Noach acknowledges that there is evidence of “supplier-induced demand” where the availability of additional hospital beds seems to change the admission rate and length of stay pattern. “While there is no malicious intent to admit inappropriately, the simple availability of empty beds makes it easy to admit patients, who typically could otherwise be treated in an out-of-hospital setting,” says Noach.
Professor Roseanne Murphy da Silva, president of the Actuarial Society of SA, believes the use of hospital admissions to treat conditions that could have been seen to in a doctor’s room, or even by a nurse, is a major driver of costs and hence increases premiums. Murphy da Silva says overservicing and claims are driven by a feeling by members and some medical practitioners that they should “get the most” out of a medical scheme.
“Many doctors and specialists charge four or five times medical tariffs, relying on the medical scheme’s reserves to cover expenses. However, at the end of the day, healthcare providers and members need to be aware that consumers will eventually pay for claims,” she says, adding that unless scheme members and healthcare providers make a concerted effort to claim and charge more responsibly, there will come a time when only the very wealthy will be able to afford medical cover.

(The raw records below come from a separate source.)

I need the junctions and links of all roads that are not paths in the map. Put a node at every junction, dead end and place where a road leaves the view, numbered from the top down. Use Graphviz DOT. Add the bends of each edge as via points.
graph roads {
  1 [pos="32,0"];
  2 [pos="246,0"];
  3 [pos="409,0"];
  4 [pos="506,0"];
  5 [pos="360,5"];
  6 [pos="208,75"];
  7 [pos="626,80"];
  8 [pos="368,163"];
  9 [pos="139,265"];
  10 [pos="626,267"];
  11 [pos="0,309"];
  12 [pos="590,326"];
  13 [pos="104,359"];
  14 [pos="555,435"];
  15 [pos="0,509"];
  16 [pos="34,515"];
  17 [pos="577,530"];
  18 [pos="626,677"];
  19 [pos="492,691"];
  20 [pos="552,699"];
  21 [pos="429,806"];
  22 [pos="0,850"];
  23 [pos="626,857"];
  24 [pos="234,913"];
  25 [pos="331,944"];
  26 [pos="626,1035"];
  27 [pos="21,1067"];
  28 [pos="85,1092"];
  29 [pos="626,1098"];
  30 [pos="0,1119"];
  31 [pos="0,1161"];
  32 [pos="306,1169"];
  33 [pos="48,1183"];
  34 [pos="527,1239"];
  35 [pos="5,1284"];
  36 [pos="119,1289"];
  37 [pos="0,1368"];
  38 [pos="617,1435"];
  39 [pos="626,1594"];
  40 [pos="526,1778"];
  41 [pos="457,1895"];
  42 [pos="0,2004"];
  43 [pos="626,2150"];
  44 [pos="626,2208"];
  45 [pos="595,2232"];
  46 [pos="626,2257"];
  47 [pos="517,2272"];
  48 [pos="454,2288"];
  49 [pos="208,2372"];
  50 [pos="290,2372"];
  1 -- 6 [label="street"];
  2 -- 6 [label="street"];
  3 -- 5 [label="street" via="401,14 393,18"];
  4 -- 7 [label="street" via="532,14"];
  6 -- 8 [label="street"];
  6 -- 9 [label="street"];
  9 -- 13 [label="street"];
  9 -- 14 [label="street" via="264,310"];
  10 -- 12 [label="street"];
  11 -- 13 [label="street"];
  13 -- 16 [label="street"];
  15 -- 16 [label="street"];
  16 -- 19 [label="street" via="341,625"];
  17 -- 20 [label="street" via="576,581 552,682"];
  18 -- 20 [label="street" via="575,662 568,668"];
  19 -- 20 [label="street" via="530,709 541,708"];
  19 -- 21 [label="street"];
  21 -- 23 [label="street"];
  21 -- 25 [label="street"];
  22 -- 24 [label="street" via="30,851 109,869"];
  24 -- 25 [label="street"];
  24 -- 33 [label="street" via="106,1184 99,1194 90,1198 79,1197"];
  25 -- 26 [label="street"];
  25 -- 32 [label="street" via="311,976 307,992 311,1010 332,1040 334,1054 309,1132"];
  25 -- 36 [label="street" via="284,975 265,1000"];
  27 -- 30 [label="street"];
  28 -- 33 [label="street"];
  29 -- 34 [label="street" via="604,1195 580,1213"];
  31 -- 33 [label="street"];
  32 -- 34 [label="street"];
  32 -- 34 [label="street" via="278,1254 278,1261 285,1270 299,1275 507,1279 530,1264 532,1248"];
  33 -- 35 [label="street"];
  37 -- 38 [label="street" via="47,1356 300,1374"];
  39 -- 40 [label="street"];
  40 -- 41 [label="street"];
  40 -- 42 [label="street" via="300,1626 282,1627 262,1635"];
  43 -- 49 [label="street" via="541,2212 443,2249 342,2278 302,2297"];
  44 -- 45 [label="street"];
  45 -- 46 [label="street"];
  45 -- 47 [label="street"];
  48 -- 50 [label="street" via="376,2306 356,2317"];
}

Murphy da Silva also believes that hospital cash plans are increasing unnecessary hospitalisation. For example, a scheme member will collude with a doctor to admit them to hospital so that they can access the cash payment from their hospital insurance policy, which pays out cash depending on the number of days in hospital. The medical scheme pays the bill and the member gets the cash. “We need coordination and information-sharing between insurers and medical schemes to stop this fraud,” says Murphy da Silva.